··· Dataset records

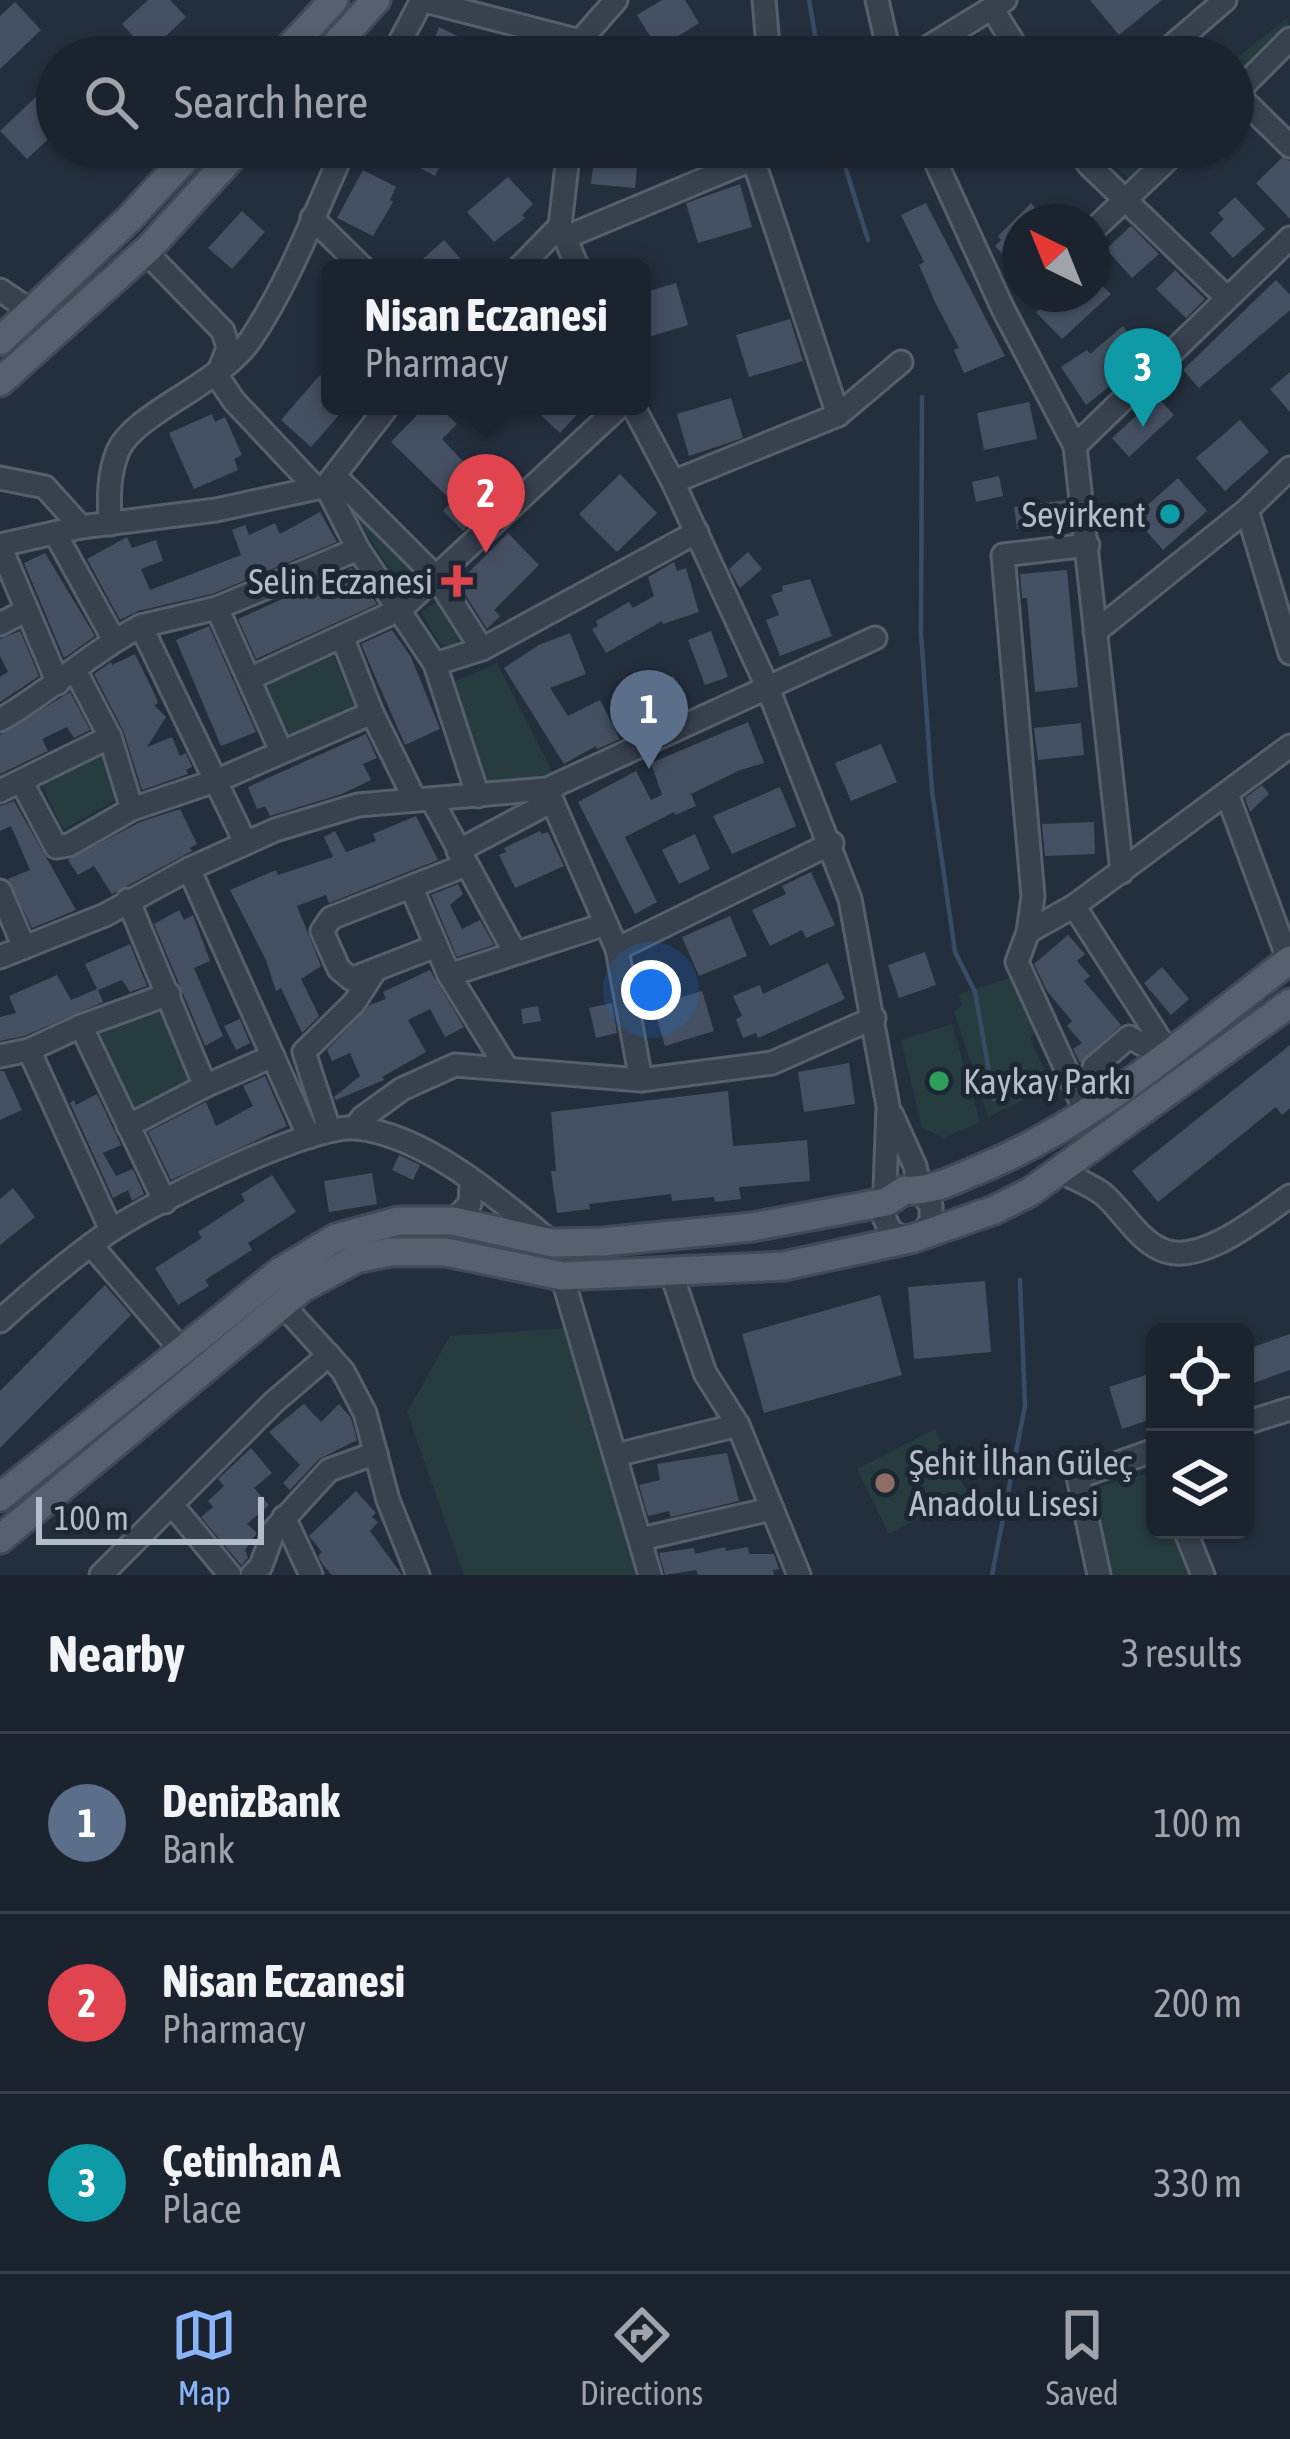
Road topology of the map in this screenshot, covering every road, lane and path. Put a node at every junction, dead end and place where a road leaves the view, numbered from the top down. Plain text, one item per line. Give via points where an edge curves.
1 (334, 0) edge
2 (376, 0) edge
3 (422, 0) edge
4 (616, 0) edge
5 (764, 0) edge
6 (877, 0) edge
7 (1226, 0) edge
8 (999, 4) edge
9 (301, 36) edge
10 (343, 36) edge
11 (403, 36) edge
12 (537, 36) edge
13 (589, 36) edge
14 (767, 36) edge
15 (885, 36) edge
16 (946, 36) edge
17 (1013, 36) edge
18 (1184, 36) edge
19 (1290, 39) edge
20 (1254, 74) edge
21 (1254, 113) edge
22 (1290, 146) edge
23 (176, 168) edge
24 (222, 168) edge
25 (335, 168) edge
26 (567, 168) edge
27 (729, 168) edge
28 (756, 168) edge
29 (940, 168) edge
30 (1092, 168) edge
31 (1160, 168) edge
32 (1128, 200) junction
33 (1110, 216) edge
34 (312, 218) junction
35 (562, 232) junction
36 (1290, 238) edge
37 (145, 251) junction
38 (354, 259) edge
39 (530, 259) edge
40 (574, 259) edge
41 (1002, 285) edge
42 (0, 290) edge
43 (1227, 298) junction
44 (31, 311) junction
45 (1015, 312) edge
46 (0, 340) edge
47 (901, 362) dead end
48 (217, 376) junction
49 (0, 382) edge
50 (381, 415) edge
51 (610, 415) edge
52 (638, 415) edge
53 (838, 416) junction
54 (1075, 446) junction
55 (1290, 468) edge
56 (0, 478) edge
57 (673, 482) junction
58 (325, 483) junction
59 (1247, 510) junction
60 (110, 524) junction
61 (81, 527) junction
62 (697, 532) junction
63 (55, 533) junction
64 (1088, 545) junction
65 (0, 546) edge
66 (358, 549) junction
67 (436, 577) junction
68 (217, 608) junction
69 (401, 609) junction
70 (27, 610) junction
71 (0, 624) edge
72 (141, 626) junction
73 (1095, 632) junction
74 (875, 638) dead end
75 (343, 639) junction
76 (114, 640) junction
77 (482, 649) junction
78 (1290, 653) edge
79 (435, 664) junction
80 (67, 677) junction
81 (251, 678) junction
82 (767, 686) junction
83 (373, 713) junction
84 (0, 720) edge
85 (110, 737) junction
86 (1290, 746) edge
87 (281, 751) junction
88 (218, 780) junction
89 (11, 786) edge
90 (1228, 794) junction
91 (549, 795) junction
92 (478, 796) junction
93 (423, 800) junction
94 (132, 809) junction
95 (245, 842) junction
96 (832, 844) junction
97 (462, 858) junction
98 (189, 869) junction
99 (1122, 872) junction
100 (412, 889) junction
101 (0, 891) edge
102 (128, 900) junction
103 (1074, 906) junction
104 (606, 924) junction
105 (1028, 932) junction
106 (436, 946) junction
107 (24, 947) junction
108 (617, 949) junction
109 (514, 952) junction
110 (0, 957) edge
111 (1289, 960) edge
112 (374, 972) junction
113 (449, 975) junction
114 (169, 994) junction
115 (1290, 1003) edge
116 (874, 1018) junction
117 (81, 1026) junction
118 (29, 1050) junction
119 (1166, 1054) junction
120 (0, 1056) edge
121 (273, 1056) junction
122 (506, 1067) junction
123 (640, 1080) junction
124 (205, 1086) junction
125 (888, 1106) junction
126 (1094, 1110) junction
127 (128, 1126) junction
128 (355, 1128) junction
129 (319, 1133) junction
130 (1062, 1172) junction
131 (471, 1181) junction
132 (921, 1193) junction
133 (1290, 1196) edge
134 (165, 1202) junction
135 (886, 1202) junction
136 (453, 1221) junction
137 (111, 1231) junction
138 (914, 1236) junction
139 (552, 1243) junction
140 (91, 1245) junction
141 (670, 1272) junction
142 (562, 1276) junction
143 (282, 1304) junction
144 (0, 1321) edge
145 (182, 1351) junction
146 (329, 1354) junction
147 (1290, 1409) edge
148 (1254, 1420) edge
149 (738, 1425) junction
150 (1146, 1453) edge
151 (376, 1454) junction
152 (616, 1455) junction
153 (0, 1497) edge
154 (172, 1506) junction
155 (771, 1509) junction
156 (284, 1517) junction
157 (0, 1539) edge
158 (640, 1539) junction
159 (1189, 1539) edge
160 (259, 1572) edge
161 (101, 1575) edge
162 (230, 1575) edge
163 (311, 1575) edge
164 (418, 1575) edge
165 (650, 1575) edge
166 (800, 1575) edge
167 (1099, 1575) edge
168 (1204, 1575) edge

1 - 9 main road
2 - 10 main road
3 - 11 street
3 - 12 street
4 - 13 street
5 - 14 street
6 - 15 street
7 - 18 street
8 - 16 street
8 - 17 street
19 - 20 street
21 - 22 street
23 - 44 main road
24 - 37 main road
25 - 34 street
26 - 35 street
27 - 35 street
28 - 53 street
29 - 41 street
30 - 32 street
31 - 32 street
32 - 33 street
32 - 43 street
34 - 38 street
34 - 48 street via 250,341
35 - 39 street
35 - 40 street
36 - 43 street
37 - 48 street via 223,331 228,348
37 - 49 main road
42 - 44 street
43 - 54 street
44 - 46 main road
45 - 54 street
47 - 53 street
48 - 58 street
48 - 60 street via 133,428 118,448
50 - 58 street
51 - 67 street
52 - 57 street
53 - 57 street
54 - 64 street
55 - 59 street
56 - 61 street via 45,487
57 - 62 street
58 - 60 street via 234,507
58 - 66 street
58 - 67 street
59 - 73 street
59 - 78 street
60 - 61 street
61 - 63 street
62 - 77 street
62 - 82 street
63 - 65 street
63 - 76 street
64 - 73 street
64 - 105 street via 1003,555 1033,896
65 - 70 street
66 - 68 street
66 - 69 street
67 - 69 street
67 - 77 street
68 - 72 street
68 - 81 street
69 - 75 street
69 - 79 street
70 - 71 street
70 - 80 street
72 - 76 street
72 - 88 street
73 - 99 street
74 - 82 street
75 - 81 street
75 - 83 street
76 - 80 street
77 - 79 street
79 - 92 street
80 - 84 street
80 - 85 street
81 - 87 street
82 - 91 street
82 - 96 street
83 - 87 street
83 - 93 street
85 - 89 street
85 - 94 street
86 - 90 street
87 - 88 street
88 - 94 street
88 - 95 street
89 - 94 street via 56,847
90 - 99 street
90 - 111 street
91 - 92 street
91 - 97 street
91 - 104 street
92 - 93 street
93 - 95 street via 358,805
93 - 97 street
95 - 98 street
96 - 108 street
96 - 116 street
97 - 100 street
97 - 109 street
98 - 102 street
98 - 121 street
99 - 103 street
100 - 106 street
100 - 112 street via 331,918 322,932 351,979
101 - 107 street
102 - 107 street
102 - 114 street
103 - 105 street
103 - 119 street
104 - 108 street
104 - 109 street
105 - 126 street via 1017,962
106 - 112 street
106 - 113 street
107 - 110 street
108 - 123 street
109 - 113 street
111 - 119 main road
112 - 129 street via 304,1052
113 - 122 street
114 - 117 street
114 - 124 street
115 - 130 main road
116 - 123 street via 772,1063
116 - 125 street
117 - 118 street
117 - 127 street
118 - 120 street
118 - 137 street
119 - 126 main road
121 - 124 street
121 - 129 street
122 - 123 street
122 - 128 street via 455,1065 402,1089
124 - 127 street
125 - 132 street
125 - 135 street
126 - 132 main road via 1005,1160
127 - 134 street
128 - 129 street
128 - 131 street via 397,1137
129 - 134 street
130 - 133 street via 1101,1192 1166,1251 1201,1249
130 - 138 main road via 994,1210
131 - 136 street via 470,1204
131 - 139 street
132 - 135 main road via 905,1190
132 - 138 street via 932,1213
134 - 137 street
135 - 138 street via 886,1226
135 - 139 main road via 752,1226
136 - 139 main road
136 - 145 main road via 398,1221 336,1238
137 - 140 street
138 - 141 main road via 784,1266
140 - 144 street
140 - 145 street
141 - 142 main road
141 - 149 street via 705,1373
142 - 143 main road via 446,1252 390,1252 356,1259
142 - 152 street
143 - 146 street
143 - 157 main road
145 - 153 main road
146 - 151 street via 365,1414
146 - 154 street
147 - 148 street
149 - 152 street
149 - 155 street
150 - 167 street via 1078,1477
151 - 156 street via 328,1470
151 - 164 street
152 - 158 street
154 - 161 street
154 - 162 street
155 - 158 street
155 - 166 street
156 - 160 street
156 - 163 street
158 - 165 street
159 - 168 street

······

Only a number is needed here: how many lines of the data include the word "dead"?

3